> THE PROBLEM: Look through the entries that follow and return each line that has the string "down".

> SOURCE INFORMATION:

....

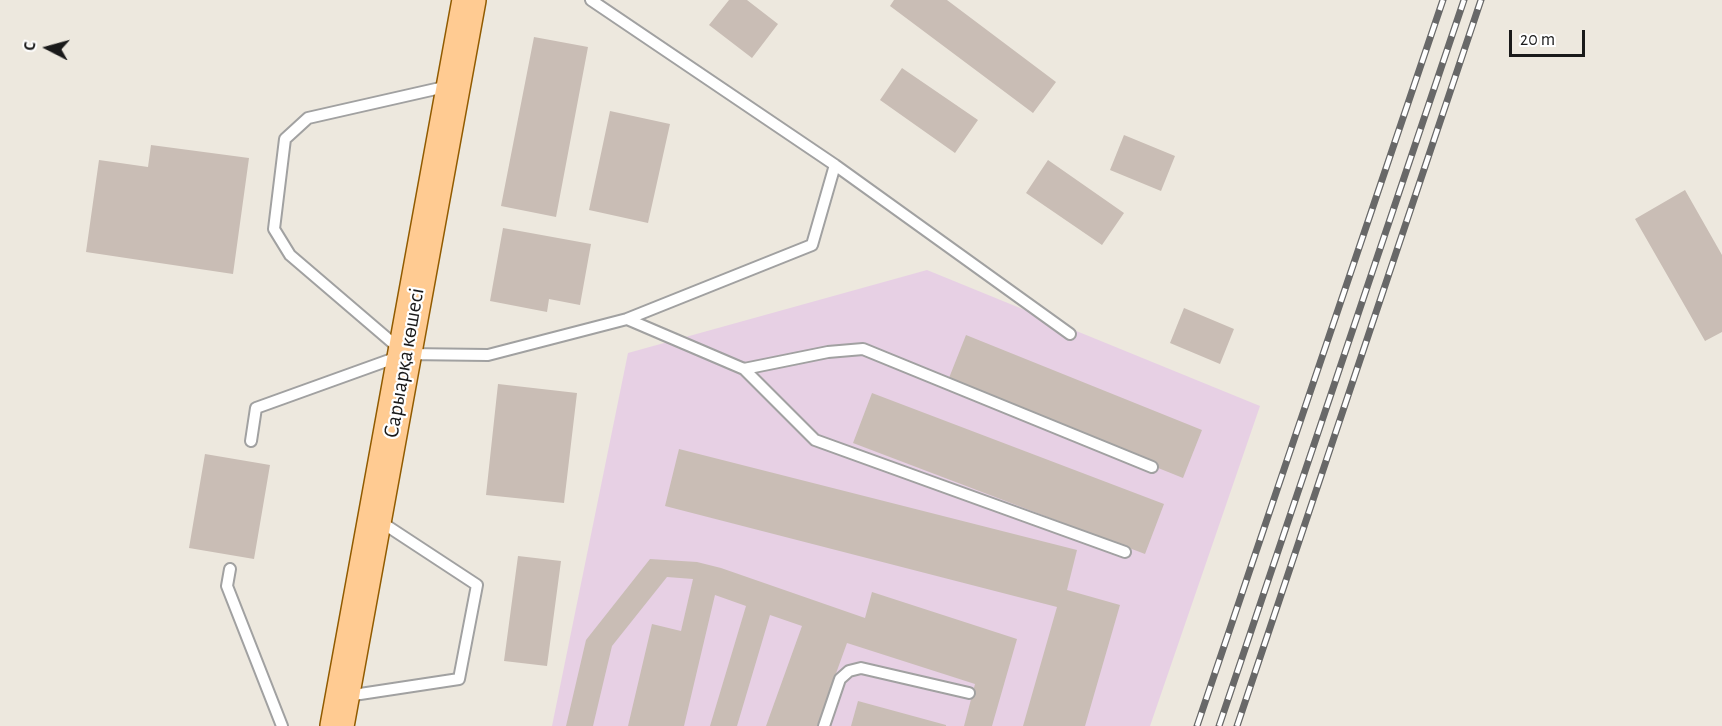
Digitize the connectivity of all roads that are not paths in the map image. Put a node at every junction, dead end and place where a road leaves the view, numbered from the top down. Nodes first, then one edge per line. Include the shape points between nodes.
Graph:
1 (469, 0) edge
2 (591, 0) edge
3 (454, 84) junction
4 (835, 165) junction
5 (627, 319) junction
6 (1070, 334) dead end
7 (406, 354) junction
8 (744, 369) junction
9 (251, 441) dead end
10 (1152, 467) dead end
11 (376, 519) junction
12 (1125, 552) dead end
13 (230, 569) dead end
14 (969, 693) dead end
15 (339, 712) edge
16 (282, 726) edge
17 (824, 726) edge

1 - 3 main road, Сарыарқа көшесі
2 - 4 lane
3 - 7 main road, Сарыарқа көшесі
3 - 7 lane via 308,118 285,139 274,229 290,255
4 - 5 lane via 812,245
4 - 6 lane
5 - 7 lane via 488,355
5 - 8 lane
7 - 9 lane via 256,408
7 - 11 main road, Сарыарқа көшесі
8 - 10 lane via 863,349
8 - 12 lane via 816,440
11 - 15 main road, Сарыарқа көшесі
11 - 15 lane via 477,585 459,679
13 - 16 lane via 227,586
14 - 17 lane via 861,668 840,679

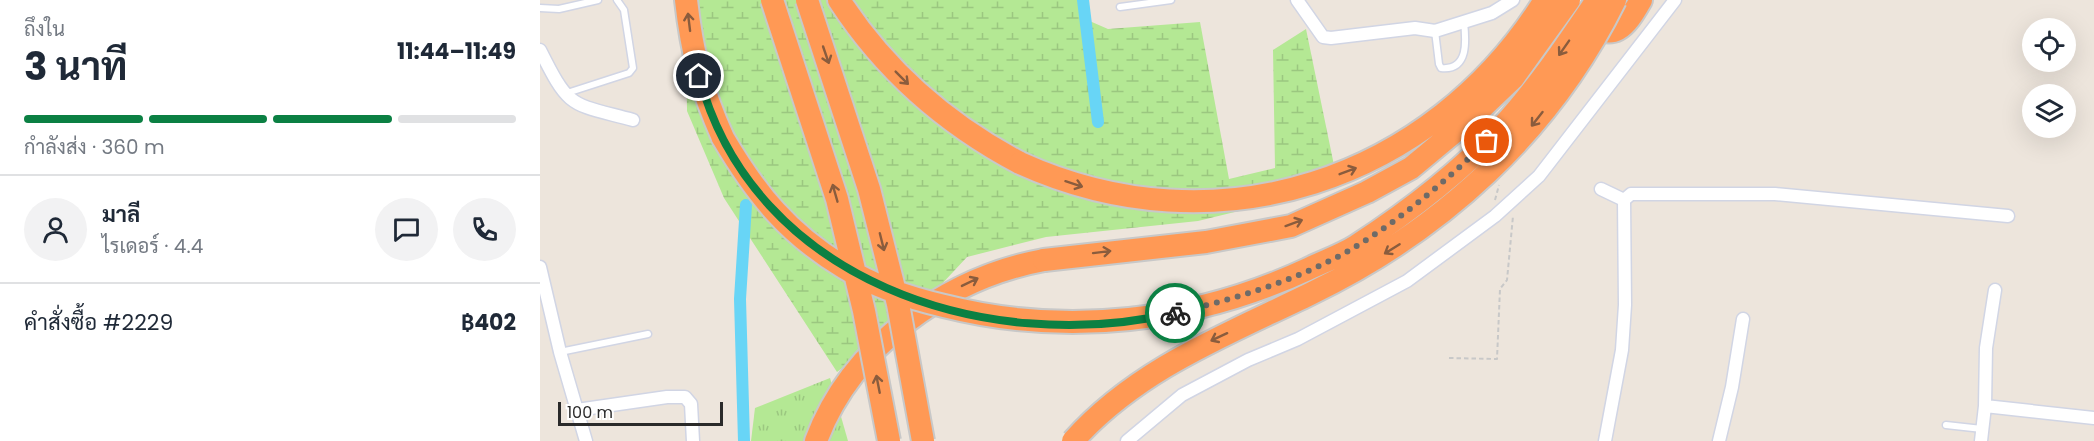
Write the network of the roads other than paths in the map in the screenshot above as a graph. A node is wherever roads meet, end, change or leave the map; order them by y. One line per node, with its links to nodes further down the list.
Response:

....

> YOUR SOLUTION:
Digitize the connectivity of all roads that are not paths in the map image. Put a node at every junction, dead end and place where a road leaves the view, numbered from the top down. Nodes first, then one edge per line. Include the shape points between nodes.
Write the network of the roads other than paths in the map in the screenshot above as a graph. A node is wherever roads meet, end, change or leave the map; order them by y. One line per node, with its links to nodes further down the list.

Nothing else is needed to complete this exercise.